Bacterial PHA first received commercial attention way back in the early 1960s from an American company, W.R. Grace, but apparently was discontinued due to some technical problems ( 242). Although patents were originally filed in the USA by Baptist J.N. in 1962, but first industrial production of PHB and PHA did not occur until 1982. The major petroleum crisis of the 1970s then motivated a British company, ICI Bioproducts (now known as Zeneca Bio Products) to get involved with this bacterial polymer and marketed them under the trade name Biopol ( 26). Besides, currently a number of companies are developing PHAs for use in plastics worldwide including Kaneka in Japan, and P&G Chemical, and BP and Metabolix in the USA. Kaneka and P&G Chemical have teamed up to commercialize a product “Nodax” (also known as Nodak™, which is a specialized PHA). Nodak™ has already been made into a variety of different prototype objects such as plastic fiber or twine and molded plasticware such as plates and cups. Metabolix is already producing preliminary PHA materials, but is teaming up with BP for two years to produce bioplastics ( 243). In response to an increased awareness of global environmental problems, PHA is gaining serious attention as a potential substitute for non-biodegradable polymers. Now, the advances in PHA production have opened up the potential opportunities to a number of applications ( 29). The production of PHA is intended to replace synthetic non-degradable polymers for applications especially in packaging, agriculture, leisure, fast-food, hygiene as well as medicine and biomedical since PHA is biocompatible and degradable.

1. Packaging, molding and coating

PHAs are natural and biodegradable thermoplastic polyesters, and hence the majority of their applications are as replacements for petrochemical polymers currently in use for packaging and coating applications ( 26, 31, 230, 244). They can be used in a wide variety of products including bags, containers, paper coatings, pens, golf tees, razors, feminine hygiene products, diaper backsheets, utensils, cosmetic containers, bottles, cups and materials for food packaging ( 26, 28, 31, 38, 190). The latex of PHAs can be used to produce a water-resistant layer for paper, film or cardboard ( 190, 245). Manufacturers in the USA used PHB and copolymer P(HB–HV) as water-proof films on the back of diaper sheets ( 31, 246). This copolymer P(HB–HV), with flexibility and impact resistance, was marketed under the trade name Biopol™ by ICI/Zeneca and later by Monsanto till 1995. PHAs can also be used to replace petrochemical polymers in toner and developer compositions or as ion-conducting polymers. PHAs can be used as a latex, for instance for paper-coating applications ( 26). New plastic properties can be achieved by blending PHA with other polymers and there is much activity in this field ( 28, 30, 247, 248). Often the mixture changes the crystallinity of the plastic, and crystallization rate and finally also the mechanical properties of the material. Thus, a mixture of 40–60% of PCL in PHB improved the mechanical properties over P(HB–HV). A 40% PCL and 60% PHB mixture had a decreased oxygen permeability that was only 5% of that of polyethylene ( 249). Maekawa and coworkers reported that blends of PHB and cellulose propionate were completely miscible since they had a single glass transition, a depression in the equilibrium melting temperature of PHB and a decrease in spherulitic growth rate of the PHB component. Also tensile strength was better for the blend of PHB/cellulose propionate than for PHB only ( 250). However, not all blends are compatible.

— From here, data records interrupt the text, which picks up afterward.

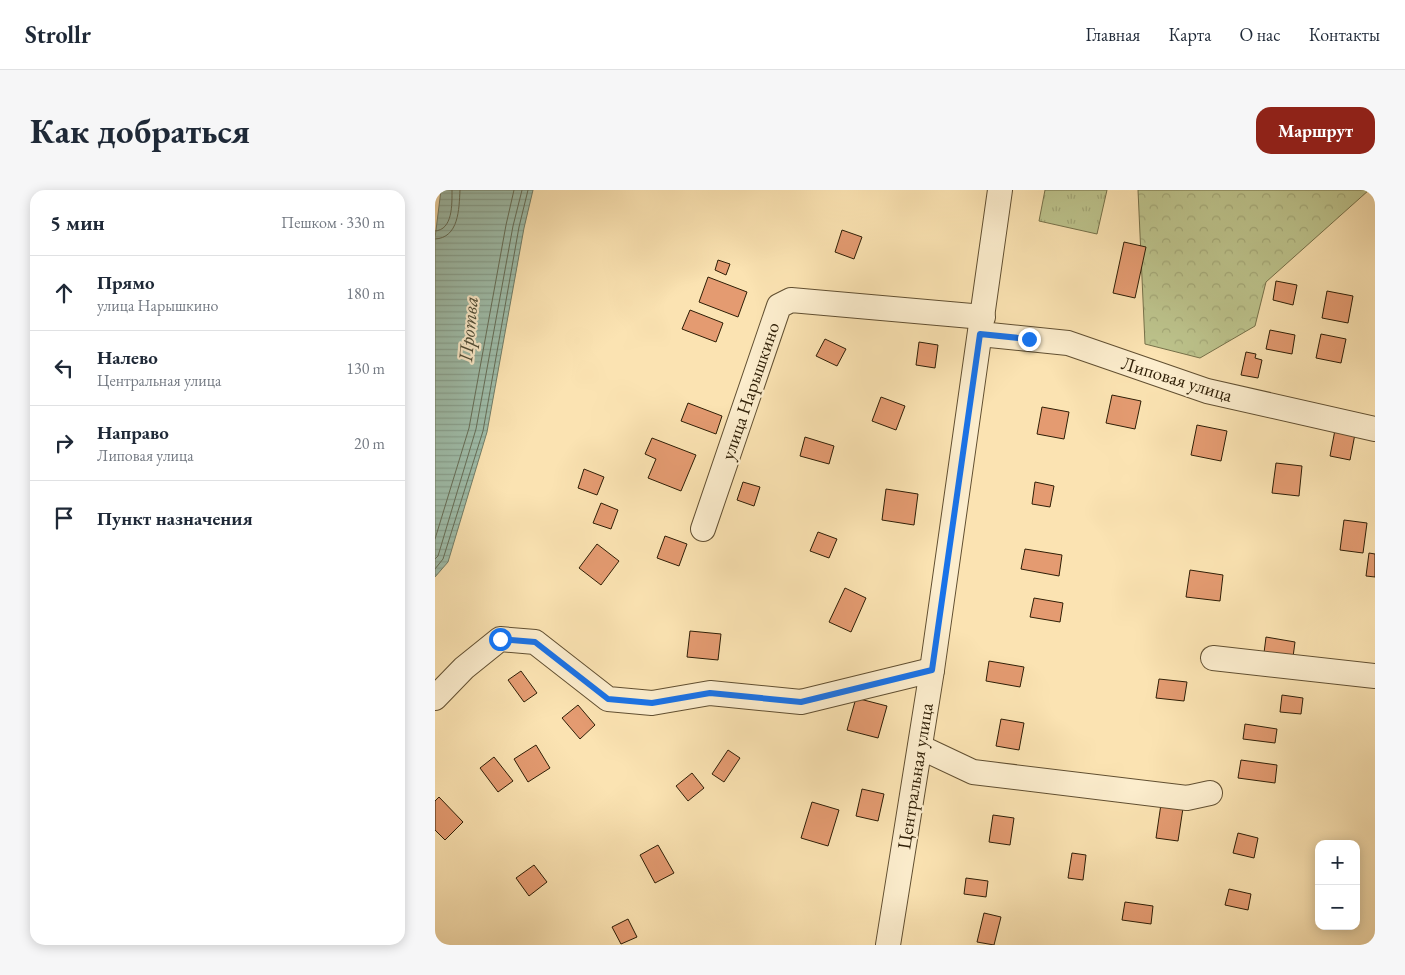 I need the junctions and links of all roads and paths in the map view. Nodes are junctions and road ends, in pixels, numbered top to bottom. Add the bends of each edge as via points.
1 (1000, 190) edge
2 (981, 326) junction
3 (1375, 429) edge
4 (703, 528) dead end
5 (1213, 658) dead end
6 (932, 670) junction
7 (1375, 676) edge
8 (435, 698) edge
9 (920, 747) junction
10 (1210, 793) dead end
11 (888, 945) edge

1 - 2 street, Центральная улица
2 - 3 street, Липовая улица via 1068,344 1207,391
2 - 4 street, улица Нарышкино via 791,300 779,306
2 - 6 street, Центральная улица
5 - 7 street
6 - 8 street via 801,702 710,693 652,703 608,699 535,642 500,639 464,668
6 - 9 street, Центральная улица
9 - 10 street via 973,772 1187,798
9 - 11 street, Центральная улица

• (2) Medical and pharmaceutical applications

In addition to their biodegradability, many PHAs are also biocompatible. Their breakdown products are 3-hydroxyacids, which are naturally found in animals. Such as PHB is biocompatible, which is not surprising when considering the fact that R-3-hydroxybutyric acid is a normal constituent of blood at concentrations between 0.3 and 1.3 mM ( 31, 205, 206) and is also found in the cell membrane of eukaryotes ( 207). These PHAs have the potential to become important and very useful compounds for medical applications such in wound management used as surgical suture, skin substitutes, nerve cuffs, surgical meshes, implants, gauzes, staples, gauzes, swab, lubricating powders ( 29, 30, 38), blood vessels, tissue scaffolds and bone fracture fixation plates ( 3, 251, 252). On account of their varied and diverse properties, the PHA biopolymers provide a three-dimensional scaffold means to support the cell growth and then degrade away leaving viable tissue, with potential product applications for the cardiovascular system, cornea, pancreas, gastrointestinal system, kidney and genitourinary system, musculoskeletal system, nervous system, teeth and oral cavity, skin and so forth ( 29, 32). In orthopaedy, PHAs can also be used as scaffolds for cartilage engineering, bone graft substitutes and spinal cages. PHAs can be used to engineer the heart valves, cardiovascular fabrics, pericardial patches and vascular grafts ( 3, 30, 32, 253). PHAs are also useful as stereoregular compounds which can serve as chiral precursors for the chemical synthesis of optically active compounds ( 32, 254). Such compounds are particularly used to synthesize the micro- and nanosphere of PHAs as biodegradable carriers or drug delivery systems for controlled release of therapeutics such as medicines, hormones, insecticides and herbicides into systemic circulation are receiving attention ( 30, 31, 253, 255, 256). According to Sudesh et al., PHAs have the oil absorption and retention capacities which offer commercial application value in the cosmetics and skin care industries ( 257). Voinova et al. have investigated the possibility of use of PHAs as a biodegradable carrier for pesticides (α-hexachlorocyclohexane and lindane) for targeted and controlled delivery of these compounds to soil. According to their investigation, pesticides embedded in a PHA carrier are released gradually and slowly, without surges, as the polymer is degraded by the soil microflora ( 258).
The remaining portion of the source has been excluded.